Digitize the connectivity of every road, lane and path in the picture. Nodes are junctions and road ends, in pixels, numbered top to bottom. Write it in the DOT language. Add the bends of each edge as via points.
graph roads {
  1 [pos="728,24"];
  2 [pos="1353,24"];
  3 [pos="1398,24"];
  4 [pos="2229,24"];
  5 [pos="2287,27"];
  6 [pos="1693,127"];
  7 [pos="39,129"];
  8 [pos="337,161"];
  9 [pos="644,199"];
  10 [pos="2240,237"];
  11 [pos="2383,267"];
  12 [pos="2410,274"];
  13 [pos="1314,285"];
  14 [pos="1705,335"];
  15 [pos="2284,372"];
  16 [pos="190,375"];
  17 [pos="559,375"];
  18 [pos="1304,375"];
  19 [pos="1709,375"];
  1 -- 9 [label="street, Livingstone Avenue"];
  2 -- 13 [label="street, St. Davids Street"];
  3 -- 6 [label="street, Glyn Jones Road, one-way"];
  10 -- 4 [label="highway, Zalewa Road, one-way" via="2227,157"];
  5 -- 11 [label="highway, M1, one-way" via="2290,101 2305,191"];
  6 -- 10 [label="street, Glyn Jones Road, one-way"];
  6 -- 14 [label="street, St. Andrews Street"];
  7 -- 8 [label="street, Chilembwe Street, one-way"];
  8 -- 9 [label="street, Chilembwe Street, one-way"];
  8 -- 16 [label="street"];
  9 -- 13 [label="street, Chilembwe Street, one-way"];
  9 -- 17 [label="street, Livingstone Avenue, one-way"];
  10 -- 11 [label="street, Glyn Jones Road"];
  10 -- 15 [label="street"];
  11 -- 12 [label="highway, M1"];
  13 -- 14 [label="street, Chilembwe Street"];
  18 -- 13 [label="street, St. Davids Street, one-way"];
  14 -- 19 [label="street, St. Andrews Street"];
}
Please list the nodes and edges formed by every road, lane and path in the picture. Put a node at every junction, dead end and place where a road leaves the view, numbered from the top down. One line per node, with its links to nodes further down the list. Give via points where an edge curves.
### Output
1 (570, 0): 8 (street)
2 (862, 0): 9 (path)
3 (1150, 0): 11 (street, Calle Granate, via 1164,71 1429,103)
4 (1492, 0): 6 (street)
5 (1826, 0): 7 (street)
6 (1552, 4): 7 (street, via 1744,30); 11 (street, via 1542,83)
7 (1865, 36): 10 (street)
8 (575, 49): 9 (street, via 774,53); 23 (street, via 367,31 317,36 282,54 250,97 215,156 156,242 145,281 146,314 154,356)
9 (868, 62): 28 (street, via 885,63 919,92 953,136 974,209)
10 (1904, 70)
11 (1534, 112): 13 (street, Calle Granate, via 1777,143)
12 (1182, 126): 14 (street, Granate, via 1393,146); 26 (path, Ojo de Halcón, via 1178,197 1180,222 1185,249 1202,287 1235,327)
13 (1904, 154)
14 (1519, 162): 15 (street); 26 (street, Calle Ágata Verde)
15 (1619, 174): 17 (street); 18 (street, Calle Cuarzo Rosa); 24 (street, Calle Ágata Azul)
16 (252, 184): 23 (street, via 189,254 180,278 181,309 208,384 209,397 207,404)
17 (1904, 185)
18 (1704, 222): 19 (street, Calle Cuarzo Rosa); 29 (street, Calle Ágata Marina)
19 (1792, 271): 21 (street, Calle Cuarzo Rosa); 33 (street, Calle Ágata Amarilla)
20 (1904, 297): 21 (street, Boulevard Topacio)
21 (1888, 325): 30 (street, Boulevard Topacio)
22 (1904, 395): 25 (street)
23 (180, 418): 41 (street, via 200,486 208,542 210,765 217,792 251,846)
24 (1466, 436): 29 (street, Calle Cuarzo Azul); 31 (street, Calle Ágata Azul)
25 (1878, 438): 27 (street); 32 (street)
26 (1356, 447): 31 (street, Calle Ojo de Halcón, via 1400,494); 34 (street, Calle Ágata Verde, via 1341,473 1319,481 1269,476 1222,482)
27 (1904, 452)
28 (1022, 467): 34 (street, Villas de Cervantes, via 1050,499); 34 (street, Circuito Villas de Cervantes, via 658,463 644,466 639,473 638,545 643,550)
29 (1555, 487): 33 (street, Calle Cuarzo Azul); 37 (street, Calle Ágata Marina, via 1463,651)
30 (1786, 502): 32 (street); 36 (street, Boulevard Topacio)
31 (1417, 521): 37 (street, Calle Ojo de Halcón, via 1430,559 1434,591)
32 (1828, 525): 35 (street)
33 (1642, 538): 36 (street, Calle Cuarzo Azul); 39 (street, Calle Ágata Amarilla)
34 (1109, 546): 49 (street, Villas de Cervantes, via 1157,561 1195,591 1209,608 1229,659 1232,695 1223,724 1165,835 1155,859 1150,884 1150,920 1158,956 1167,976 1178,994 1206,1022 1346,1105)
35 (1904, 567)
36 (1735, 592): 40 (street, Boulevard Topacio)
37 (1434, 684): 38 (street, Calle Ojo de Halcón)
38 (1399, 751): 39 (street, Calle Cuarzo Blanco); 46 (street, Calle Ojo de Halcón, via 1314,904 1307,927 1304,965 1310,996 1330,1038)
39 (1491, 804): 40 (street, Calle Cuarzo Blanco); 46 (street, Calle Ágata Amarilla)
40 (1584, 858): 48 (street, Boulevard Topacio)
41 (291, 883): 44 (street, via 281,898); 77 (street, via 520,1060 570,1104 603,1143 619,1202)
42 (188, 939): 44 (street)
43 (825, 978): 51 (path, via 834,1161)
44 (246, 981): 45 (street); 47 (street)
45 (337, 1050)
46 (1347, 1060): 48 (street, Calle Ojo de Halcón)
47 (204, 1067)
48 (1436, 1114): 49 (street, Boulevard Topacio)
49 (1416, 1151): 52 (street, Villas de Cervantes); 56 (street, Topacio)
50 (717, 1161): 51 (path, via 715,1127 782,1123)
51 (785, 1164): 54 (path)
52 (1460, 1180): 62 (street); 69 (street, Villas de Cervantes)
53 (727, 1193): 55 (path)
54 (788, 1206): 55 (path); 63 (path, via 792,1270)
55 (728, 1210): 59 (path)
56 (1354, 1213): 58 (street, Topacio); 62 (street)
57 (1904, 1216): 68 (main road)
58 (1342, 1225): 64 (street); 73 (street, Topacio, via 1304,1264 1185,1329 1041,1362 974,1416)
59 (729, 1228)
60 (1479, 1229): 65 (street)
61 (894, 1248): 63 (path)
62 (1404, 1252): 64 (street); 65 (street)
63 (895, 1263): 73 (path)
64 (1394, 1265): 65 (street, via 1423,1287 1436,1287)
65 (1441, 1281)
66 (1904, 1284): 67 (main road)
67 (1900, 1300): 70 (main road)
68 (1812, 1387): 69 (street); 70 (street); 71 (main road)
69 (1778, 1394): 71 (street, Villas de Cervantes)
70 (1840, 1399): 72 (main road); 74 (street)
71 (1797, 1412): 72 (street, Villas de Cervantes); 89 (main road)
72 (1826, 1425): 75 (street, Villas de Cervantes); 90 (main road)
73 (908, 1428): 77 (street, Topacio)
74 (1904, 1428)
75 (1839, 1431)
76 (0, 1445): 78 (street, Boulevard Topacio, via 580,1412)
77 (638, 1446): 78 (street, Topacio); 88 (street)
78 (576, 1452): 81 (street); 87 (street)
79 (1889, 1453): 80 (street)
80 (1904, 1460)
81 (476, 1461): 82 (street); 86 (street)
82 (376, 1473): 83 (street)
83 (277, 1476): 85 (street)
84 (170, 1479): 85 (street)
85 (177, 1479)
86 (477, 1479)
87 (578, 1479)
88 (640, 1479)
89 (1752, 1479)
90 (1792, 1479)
========================================
• TASK PROMPT
Repeat the data in its entirety, exactly as written.

• PROBLEM SOLUTION
Digitize the connectivity of every road, lane and path in the picture. Nodes are junctions and road ends, in pixels, numbered top to bottom. Write it in the DOT language. Add the bends of each edge as via points.
graph roads {
  1 [pos="728,24"];
  2 [pos="1353,24"];
  3 [pos="1398,24"];
  4 [pos="2229,24"];
  5 [pos="2287,27"];
  6 [pos="1693,127"];
  7 [pos="39,129"];
  8 [pos="337,161"];
  9 [pos="644,199"];
  10 [pos="2240,237"];
  11 [pos="2383,267"];
  12 [pos="2410,274"];
  13 [pos="1314,285"];
  14 [pos="1705,335"];
  15 [pos="2284,372"];
  16 [pos="190,375"];
  17 [pos="559,375"];
  18 [pos="1304,375"];
  19 [pos="1709,375"];
  1 -- 9 [label="street, Livingstone Avenue"];
  2 -- 13 [label="street, St. Davids Street"];
  3 -- 6 [label="street, Glyn Jones Road, one-way"];
  10 -- 4 [label="highway, Zalewa Road, one-way" via="2227,157"];
  5 -- 11 [label="highway, M1, one-way" via="2290,101 2305,191"];
  6 -- 10 [label="street, Glyn Jones Road, one-way"];
  6 -- 14 [label="street, St. Andrews Street"];
  7 -- 8 [label="street, Chilembwe Street, one-way"];
  8 -- 9 [label="street, Chilembwe Street, one-way"];
  8 -- 16 [label="street"];
  9 -- 13 [label="street, Chilembwe Street, one-way"];
  9 -- 17 [label="street, Livingstone Avenue, one-way"];
  10 -- 11 [label="street, Glyn Jones Road"];
  10 -- 15 [label="street"];
  11 -- 12 [label="highway, M1"];
  13 -- 14 [label="street, Chilembwe Street"];
  18 -- 13 [label="street, St. Davids Street, one-way"];
  14 -- 19 [label="street, St. Andrews Street"];
}
Please list the nodes and edges formed by every road, lane and path in the picture. Put a node at every junction, dead end and place where a road leaves the view, numbered from the top down. One line per node, with its links to nodes further down the list. Give via points where an edge curves.
### Output
1 (570, 0): 8 (street)
2 (862, 0): 9 (path)
3 (1150, 0): 11 (street, Calle Granate, via 1164,71 1429,103)
4 (1492, 0): 6 (street)
5 (1826, 0): 7 (street)
6 (1552, 4): 7 (street, via 1744,30); 11 (street, via 1542,83)
7 (1865, 36): 10 (street)
8 (575, 49): 9 (street, via 774,53); 23 (street, via 367,31 317,36 282,54 250,97 215,156 156,242 145,281 146,314 154,356)
9 (868, 62): 28 (street, via 885,63 919,92 953,136 974,209)
10 (1904, 70)
11 (1534, 112): 13 (street, Calle Granate, via 1777,143)
12 (1182, 126): 14 (street, Granate, via 1393,146); 26 (path, Ojo de Halcón, via 1178,197 1180,222 1185,249 1202,287 1235,327)
13 (1904, 154)
14 (1519, 162): 15 (street); 26 (street, Calle Ágata Verde)
15 (1619, 174): 17 (street); 18 (street, Calle Cuarzo Rosa); 24 (street, Calle Ágata Azul)
16 (252, 184): 23 (street, via 189,254 180,278 181,309 208,384 209,397 207,404)
17 (1904, 185)
18 (1704, 222): 19 (street, Calle Cuarzo Rosa); 29 (street, Calle Ágata Marina)
19 (1792, 271): 21 (street, Calle Cuarzo Rosa); 33 (street, Calle Ágata Amarilla)
20 (1904, 297): 21 (street, Boulevard Topacio)
21 (1888, 325): 30 (street, Boulevard Topacio)
22 (1904, 395): 25 (street)
23 (180, 418): 41 (street, via 200,486 208,542 210,765 217,792 251,846)
24 (1466, 436): 29 (street, Calle Cuarzo Azul); 31 (street, Calle Ágata Azul)
25 (1878, 438): 27 (street); 32 (street)
26 (1356, 447): 31 (street, Calle Ojo de Halcón, via 1400,494); 34 (street, Calle Ágata Verde, via 1341,473 1319,481 1269,476 1222,482)
27 (1904, 452)
28 (1022, 467): 34 (street, Villas de Cervantes, via 1050,499); 34 (street, Circuito Villas de Cervantes, via 658,463 644,466 639,473 638,545 643,550)
29 (1555, 487): 33 (street, Calle Cuarzo Azul); 37 (street, Calle Ágata Marina, via 1463,651)
30 (1786, 502): 32 (street); 36 (street, Boulevard Topacio)
31 (1417, 521): 37 (street, Calle Ojo de Halcón, via 1430,559 1434,591)
32 (1828, 525): 35 (street)
33 (1642, 538): 36 (street, Calle Cuarzo Azul); 39 (street, Calle Ágata Amarilla)
34 (1109, 546): 49 (street, Villas de Cervantes, via 1157,561 1195,591 1209,608 1229,659 1232,695 1223,724 1165,835 1155,859 1150,884 1150,920 1158,956 1167,976 1178,994 1206,1022 1346,1105)
35 (1904, 567)
36 (1735, 592): 40 (street, Boulevard Topacio)
37 (1434, 684): 38 (street, Calle Ojo de Halcón)
38 (1399, 751): 39 (street, Calle Cuarzo Blanco); 46 (street, Calle Ojo de Halcón, via 1314,904 1307,927 1304,965 1310,996 1330,1038)
39 (1491, 804): 40 (street, Calle Cuarzo Blanco); 46 (street, Calle Ágata Amarilla)
40 (1584, 858): 48 (street, Boulevard Topacio)
41 (291, 883): 44 (street, via 281,898); 77 (street, via 520,1060 570,1104 603,1143 619,1202)
42 (188, 939): 44 (street)
43 (825, 978): 51 (path, via 834,1161)
44 (246, 981): 45 (street); 47 (street)
45 (337, 1050)
46 (1347, 1060): 48 (street, Calle Ojo de Halcón)
47 (204, 1067)
48 (1436, 1114): 49 (street, Boulevard Topacio)
49 (1416, 1151): 52 (street, Villas de Cervantes); 56 (street, Topacio)
50 (717, 1161): 51 (path, via 715,1127 782,1123)
51 (785, 1164): 54 (path)
52 (1460, 1180): 62 (street); 69 (street, Villas de Cervantes)
53 (727, 1193): 55 (path)
54 (788, 1206): 55 (path); 63 (path, via 792,1270)
55 (728, 1210): 59 (path)
56 (1354, 1213): 58 (street, Topacio); 62 (street)
57 (1904, 1216): 68 (main road)
58 (1342, 1225): 64 (street); 73 (street, Topacio, via 1304,1264 1185,1329 1041,1362 974,1416)
59 (729, 1228)
60 (1479, 1229): 65 (street)
61 (894, 1248): 63 (path)
62 (1404, 1252): 64 (street); 65 (street)
63 (895, 1263): 73 (path)
64 (1394, 1265): 65 (street, via 1423,1287 1436,1287)
65 (1441, 1281)
66 (1904, 1284): 67 (main road)
67 (1900, 1300): 70 (main road)
68 (1812, 1387): 69 (street); 70 (street); 71 (main road)
69 (1778, 1394): 71 (street, Villas de Cervantes)
70 (1840, 1399): 72 (main road); 74 (street)
71 (1797, 1412): 72 (street, Villas de Cervantes); 89 (main road)
72 (1826, 1425): 75 (street, Villas de Cervantes); 90 (main road)
73 (908, 1428): 77 (street, Topacio)
74 (1904, 1428)
75 (1839, 1431)
76 (0, 1445): 78 (street, Boulevard Topacio, via 580,1412)
77 (638, 1446): 78 (street, Topacio); 88 (street)
78 (576, 1452): 81 (street); 87 (street)
79 (1889, 1453): 80 (street)
80 (1904, 1460)
81 (476, 1461): 82 (street); 86 (street)
82 (376, 1473): 83 (street)
83 (277, 1476): 85 (street)
84 (170, 1479): 85 (street)
85 (177, 1479)
86 (477, 1479)
87 (578, 1479)
88 (640, 1479)
89 (1752, 1479)
90 (1792, 1479)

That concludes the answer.